Stored data entries
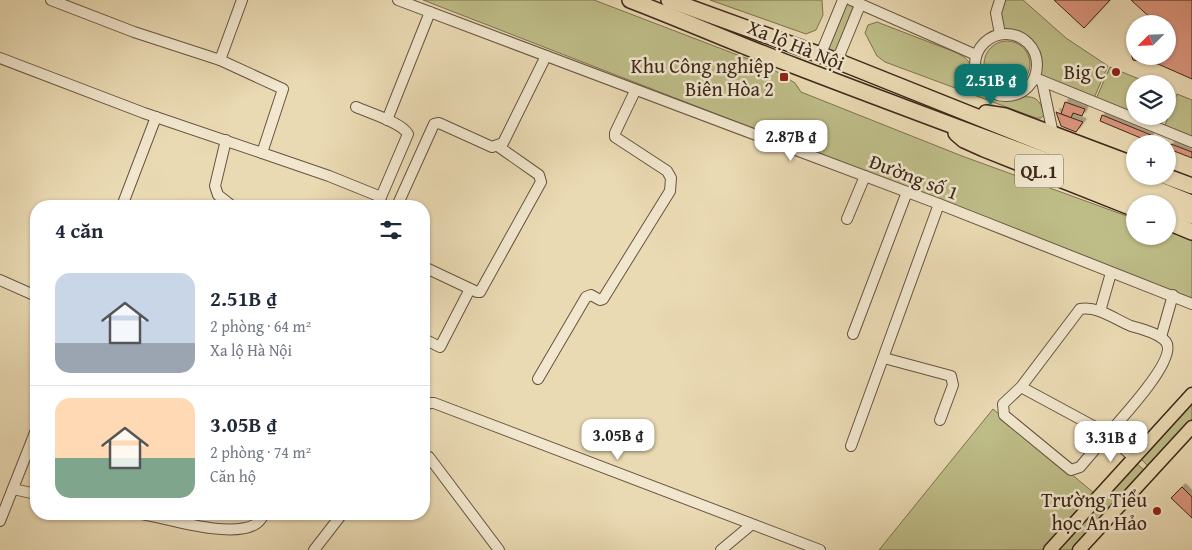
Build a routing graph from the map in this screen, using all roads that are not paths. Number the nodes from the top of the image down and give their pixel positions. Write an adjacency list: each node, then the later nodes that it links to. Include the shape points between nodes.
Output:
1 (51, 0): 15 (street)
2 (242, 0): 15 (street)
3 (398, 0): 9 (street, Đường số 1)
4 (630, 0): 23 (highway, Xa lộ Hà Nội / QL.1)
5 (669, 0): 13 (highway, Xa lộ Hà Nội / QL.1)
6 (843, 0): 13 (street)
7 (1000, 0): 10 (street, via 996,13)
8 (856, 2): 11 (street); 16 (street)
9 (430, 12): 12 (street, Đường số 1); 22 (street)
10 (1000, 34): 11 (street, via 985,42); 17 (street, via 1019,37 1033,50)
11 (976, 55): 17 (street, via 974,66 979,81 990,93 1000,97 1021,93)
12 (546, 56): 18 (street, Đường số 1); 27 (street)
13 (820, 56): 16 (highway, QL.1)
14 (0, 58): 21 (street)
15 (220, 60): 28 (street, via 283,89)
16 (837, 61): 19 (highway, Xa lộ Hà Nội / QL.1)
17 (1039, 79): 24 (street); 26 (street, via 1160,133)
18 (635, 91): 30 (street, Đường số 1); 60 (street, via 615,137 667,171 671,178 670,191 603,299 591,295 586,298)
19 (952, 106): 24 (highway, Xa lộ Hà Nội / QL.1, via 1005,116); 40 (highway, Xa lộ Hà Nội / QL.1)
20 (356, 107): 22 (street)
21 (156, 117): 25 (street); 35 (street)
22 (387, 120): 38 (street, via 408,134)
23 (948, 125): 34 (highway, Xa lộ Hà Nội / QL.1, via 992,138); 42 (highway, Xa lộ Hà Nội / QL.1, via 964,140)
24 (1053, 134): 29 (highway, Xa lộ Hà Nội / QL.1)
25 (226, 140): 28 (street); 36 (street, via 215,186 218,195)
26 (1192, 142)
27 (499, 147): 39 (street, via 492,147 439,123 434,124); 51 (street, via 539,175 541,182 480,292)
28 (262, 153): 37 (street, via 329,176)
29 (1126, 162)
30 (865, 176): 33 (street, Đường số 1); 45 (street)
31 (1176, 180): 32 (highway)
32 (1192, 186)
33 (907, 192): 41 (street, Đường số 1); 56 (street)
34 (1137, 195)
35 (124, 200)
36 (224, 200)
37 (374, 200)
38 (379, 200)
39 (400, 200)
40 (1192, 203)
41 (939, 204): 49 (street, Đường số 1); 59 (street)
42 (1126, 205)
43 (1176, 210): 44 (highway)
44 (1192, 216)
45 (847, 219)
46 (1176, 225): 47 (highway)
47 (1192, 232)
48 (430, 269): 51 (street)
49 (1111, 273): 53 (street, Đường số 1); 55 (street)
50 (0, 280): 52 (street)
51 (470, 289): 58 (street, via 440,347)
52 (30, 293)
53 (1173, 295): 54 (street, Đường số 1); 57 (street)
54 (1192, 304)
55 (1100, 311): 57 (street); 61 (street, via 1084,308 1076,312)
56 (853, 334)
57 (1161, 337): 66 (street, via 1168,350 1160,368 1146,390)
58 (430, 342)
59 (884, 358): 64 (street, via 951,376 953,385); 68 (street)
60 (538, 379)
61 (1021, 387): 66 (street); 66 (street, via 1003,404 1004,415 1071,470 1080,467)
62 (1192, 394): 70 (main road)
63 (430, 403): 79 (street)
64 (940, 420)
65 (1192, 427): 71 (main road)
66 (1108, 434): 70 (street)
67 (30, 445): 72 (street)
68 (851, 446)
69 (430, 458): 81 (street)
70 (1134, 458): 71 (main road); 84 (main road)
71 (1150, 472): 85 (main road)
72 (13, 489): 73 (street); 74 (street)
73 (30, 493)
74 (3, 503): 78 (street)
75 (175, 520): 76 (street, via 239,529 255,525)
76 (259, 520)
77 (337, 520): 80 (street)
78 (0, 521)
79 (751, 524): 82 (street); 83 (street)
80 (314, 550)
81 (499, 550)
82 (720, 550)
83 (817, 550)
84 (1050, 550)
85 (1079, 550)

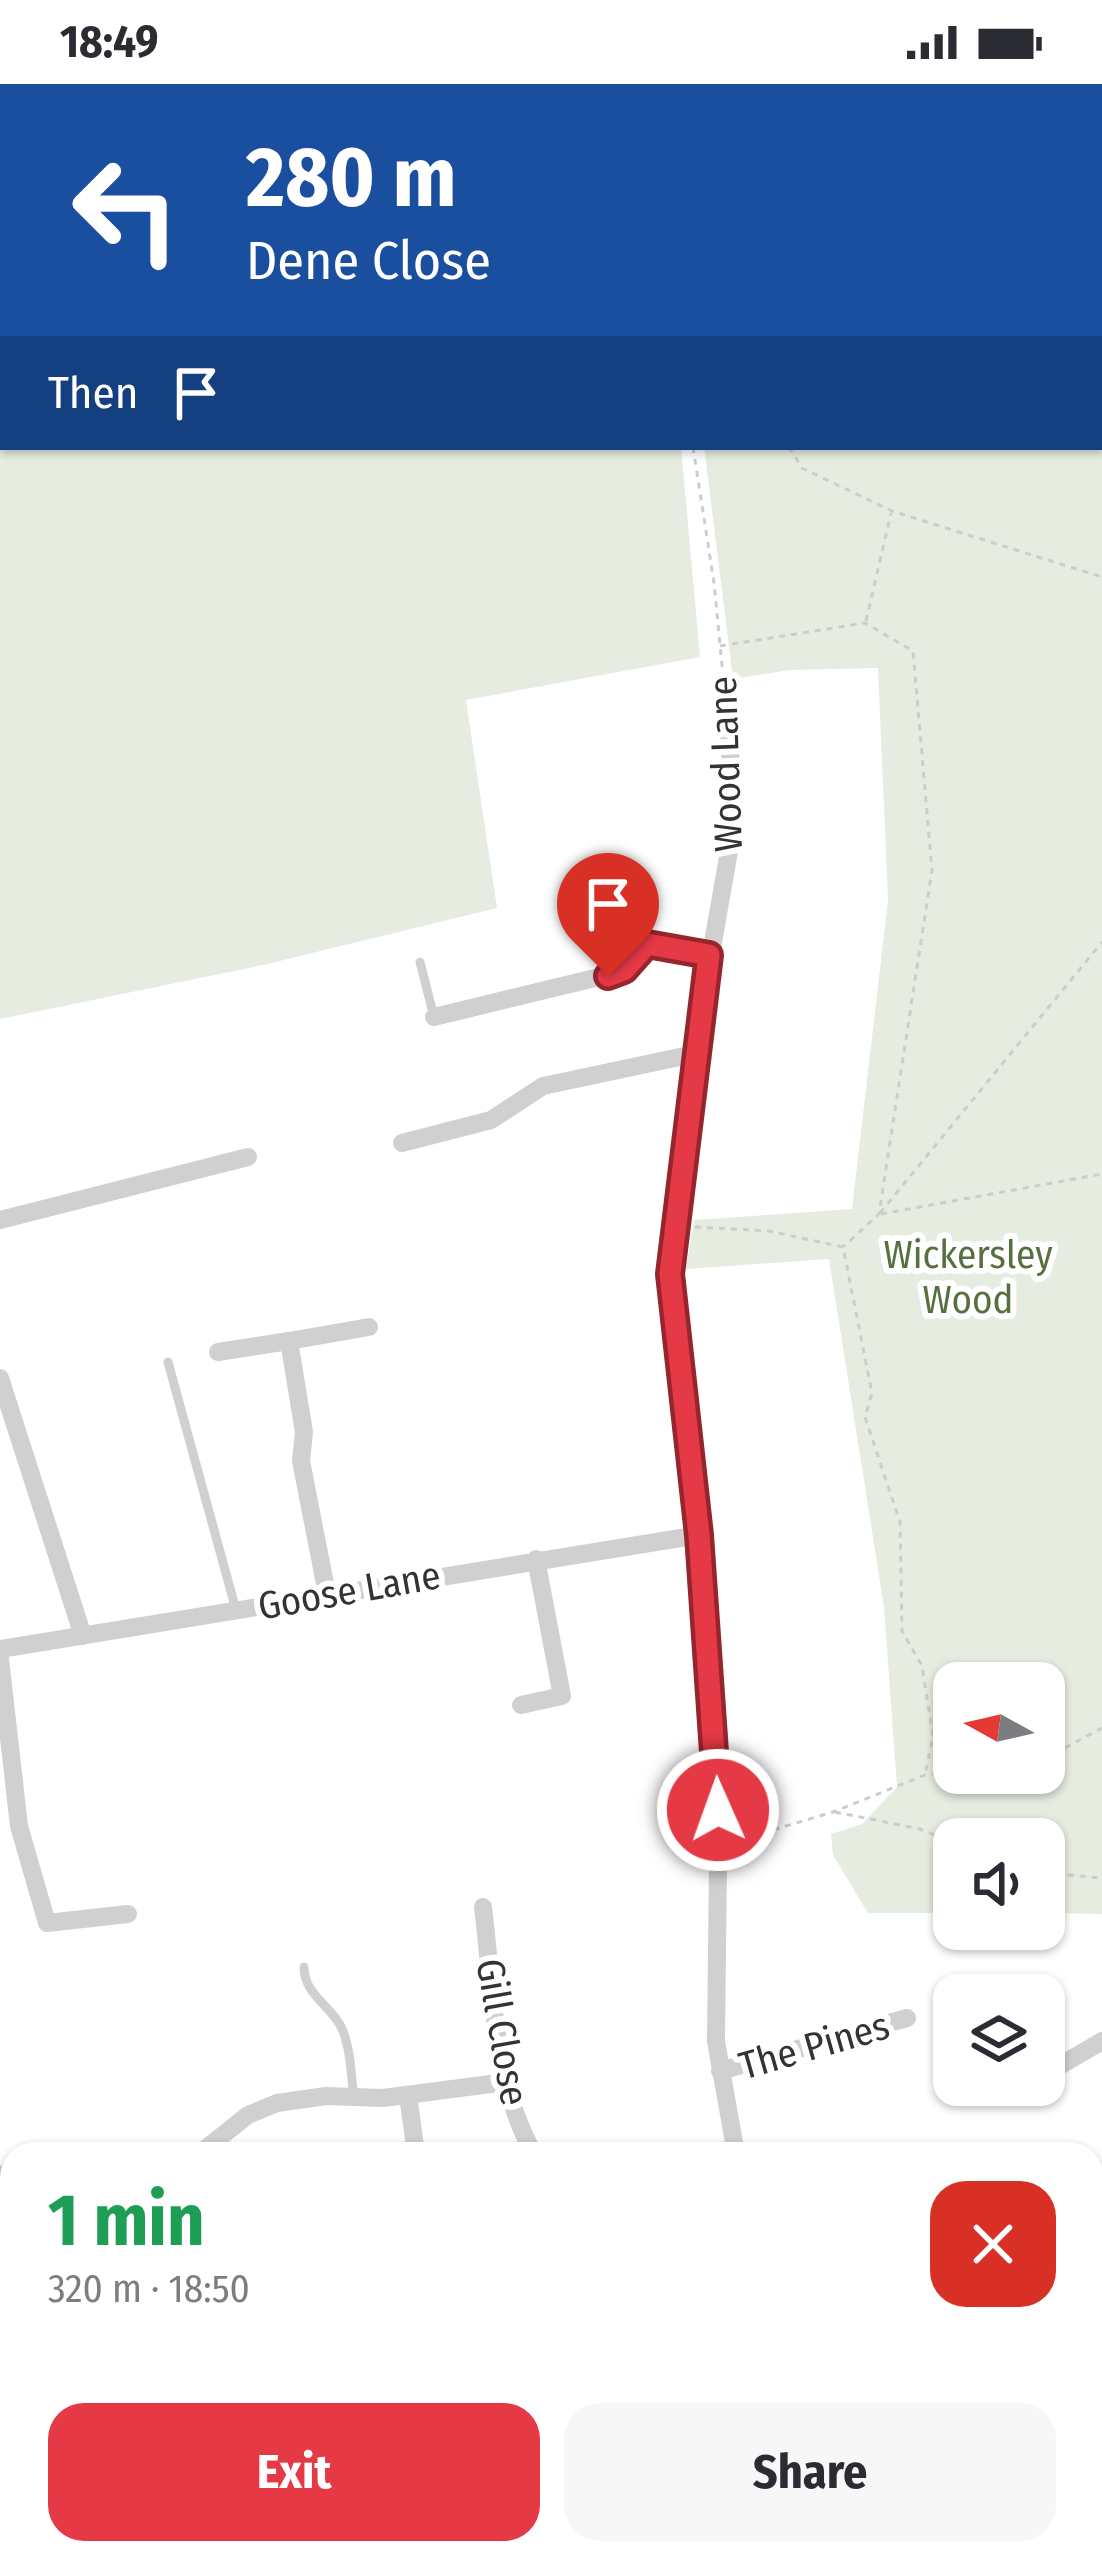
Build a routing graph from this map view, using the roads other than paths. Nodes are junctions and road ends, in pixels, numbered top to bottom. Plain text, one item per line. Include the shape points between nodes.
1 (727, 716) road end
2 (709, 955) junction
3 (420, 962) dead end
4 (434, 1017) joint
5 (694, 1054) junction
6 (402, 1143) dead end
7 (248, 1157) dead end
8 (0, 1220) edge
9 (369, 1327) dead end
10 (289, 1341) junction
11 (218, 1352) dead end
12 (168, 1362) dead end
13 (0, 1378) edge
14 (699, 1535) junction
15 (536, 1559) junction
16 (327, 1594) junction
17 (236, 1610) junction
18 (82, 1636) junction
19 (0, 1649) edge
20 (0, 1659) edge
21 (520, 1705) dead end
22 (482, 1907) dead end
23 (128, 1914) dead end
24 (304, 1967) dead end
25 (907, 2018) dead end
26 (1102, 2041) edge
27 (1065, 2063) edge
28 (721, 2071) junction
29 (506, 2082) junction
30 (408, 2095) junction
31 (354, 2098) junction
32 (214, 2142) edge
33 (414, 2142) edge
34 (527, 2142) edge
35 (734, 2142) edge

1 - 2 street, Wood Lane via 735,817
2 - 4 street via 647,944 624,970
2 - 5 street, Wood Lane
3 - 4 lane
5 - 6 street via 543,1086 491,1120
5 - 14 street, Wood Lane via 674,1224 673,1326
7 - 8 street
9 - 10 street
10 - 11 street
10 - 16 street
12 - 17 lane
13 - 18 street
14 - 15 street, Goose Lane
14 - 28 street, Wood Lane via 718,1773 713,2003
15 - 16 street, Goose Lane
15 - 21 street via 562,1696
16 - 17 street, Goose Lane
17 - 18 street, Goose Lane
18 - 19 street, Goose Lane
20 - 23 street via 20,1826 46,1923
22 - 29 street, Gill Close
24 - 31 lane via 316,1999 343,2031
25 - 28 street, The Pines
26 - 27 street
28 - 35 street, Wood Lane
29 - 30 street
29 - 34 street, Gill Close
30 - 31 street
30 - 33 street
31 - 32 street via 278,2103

EXERCISE PROMPT
All lines above holding the word "Đường" make up the answer; copy each one.

EXERCISE RESULT
3 (398, 0): 9 (street, Đường số 1)
9 (430, 12): 12 (street, Đường số 1); 22 (street)
12 (546, 56): 18 (street, Đường số 1); 27 (street)
18 (635, 91): 30 (street, Đường số 1); 60 (street, via 615,137 667,171 671,178 670,191 603,299 591,295 586,298)
30 (865, 176): 33 (street, Đường số 1); 45 (street)
33 (907, 192): 41 (street, Đường số 1); 56 (street)
41 (939, 204): 49 (street, Đường số 1); 59 (street)
49 (1111, 273): 53 (street, Đường số 1); 55 (street)
53 (1173, 295): 54 (street, Đường số 1); 57 (street)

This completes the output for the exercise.